# Task brief
Copy out the data below, all of it, exactly.

# Data to process
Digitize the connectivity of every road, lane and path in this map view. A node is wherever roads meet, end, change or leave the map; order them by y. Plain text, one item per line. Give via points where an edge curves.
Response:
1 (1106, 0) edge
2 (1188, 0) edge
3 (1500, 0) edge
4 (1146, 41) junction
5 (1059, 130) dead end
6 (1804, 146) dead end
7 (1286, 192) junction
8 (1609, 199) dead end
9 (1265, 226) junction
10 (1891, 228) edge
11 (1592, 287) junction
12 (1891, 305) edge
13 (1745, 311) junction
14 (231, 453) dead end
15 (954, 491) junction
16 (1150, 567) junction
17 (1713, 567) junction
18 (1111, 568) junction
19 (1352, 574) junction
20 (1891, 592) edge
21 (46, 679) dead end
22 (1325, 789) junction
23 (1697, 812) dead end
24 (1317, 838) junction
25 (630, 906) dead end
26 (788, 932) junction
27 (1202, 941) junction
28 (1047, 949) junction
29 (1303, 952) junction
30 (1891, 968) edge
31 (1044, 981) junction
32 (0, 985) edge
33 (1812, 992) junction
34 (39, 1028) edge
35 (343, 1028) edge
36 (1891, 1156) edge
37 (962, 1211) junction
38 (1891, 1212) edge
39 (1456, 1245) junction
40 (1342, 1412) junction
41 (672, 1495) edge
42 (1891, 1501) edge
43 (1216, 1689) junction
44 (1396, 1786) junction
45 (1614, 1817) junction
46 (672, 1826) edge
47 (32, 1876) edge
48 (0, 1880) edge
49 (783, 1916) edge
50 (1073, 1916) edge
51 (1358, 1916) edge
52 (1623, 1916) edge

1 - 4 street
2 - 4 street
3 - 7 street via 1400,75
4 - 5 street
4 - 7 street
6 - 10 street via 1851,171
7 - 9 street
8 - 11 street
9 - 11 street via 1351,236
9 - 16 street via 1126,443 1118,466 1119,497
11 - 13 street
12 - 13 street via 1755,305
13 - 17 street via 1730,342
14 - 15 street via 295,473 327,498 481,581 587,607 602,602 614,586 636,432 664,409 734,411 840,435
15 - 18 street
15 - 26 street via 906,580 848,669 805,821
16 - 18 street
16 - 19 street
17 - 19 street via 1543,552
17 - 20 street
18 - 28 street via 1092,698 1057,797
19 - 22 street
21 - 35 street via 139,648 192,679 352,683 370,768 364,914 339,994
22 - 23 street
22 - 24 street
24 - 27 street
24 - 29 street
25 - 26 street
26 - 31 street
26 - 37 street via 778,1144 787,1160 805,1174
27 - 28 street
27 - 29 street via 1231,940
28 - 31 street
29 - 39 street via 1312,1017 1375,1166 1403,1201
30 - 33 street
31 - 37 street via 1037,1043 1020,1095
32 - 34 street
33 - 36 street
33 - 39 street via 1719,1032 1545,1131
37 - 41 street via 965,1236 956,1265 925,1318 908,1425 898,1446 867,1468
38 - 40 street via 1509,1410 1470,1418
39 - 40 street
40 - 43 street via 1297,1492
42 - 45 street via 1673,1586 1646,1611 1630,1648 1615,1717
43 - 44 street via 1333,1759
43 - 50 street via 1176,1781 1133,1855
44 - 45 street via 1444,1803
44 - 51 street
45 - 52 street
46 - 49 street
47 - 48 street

# Answer section
Digitize the connectivity of every road, lane and path in this map view. A node is wherever roads meet, end, change or leave the map; order them by y. Plain text, one item per line. Give via points where an edge curves.
Response:
1 (1106, 0) edge
2 (1188, 0) edge
3 (1500, 0) edge
4 (1146, 41) junction
5 (1059, 130) dead end
6 (1804, 146) dead end
7 (1286, 192) junction
8 (1609, 199) dead end
9 (1265, 226) junction
10 (1891, 228) edge
11 (1592, 287) junction
12 (1891, 305) edge
13 (1745, 311) junction
14 (231, 453) dead end
15 (954, 491) junction
16 (1150, 567) junction
17 (1713, 567) junction
18 (1111, 568) junction
19 (1352, 574) junction
20 (1891, 592) edge
21 (46, 679) dead end
22 (1325, 789) junction
23 (1697, 812) dead end
24 (1317, 838) junction
25 (630, 906) dead end
26 (788, 932) junction
27 (1202, 941) junction
28 (1047, 949) junction
29 (1303, 952) junction
30 (1891, 968) edge
31 (1044, 981) junction
32 (0, 985) edge
33 (1812, 992) junction
34 (39, 1028) edge
35 (343, 1028) edge
36 (1891, 1156) edge
37 (962, 1211) junction
38 (1891, 1212) edge
39 (1456, 1245) junction
40 (1342, 1412) junction
41 (672, 1495) edge
42 (1891, 1501) edge
43 (1216, 1689) junction
44 (1396, 1786) junction
45 (1614, 1817) junction
46 (672, 1826) edge
47 (32, 1876) edge
48 (0, 1880) edge
49 (783, 1916) edge
50 (1073, 1916) edge
51 (1358, 1916) edge
52 (1623, 1916) edge

1 - 4 street
2 - 4 street
3 - 7 street via 1400,75
4 - 5 street
4 - 7 street
6 - 10 street via 1851,171
7 - 9 street
8 - 11 street
9 - 11 street via 1351,236
9 - 16 street via 1126,443 1118,466 1119,497
11 - 13 street
12 - 13 street via 1755,305
13 - 17 street via 1730,342
14 - 15 street via 295,473 327,498 481,581 587,607 602,602 614,586 636,432 664,409 734,411 840,435
15 - 18 street
15 - 26 street via 906,580 848,669 805,821
16 - 18 street
16 - 19 street
17 - 19 street via 1543,552
17 - 20 street
18 - 28 street via 1092,698 1057,797
19 - 22 street
21 - 35 street via 139,648 192,679 352,683 370,768 364,914 339,994
22 - 23 street
22 - 24 street
24 - 27 street
24 - 29 street
25 - 26 street
26 - 31 street
26 - 37 street via 778,1144 787,1160 805,1174
27 - 28 street
27 - 29 street via 1231,940
28 - 31 street
29 - 39 street via 1312,1017 1375,1166 1403,1201
30 - 33 street
31 - 37 street via 1037,1043 1020,1095
32 - 34 street
33 - 36 street
33 - 39 street via 1719,1032 1545,1131
37 - 41 street via 965,1236 956,1265 925,1318 908,1425 898,1446 867,1468
38 - 40 street via 1509,1410 1470,1418
39 - 40 street
40 - 43 street via 1297,1492
42 - 45 street via 1673,1586 1646,1611 1630,1648 1615,1717
43 - 44 street via 1333,1759
43 - 50 street via 1176,1781 1133,1855
44 - 45 street via 1444,1803
44 - 51 street
45 - 52 street
46 - 49 street
47 - 48 street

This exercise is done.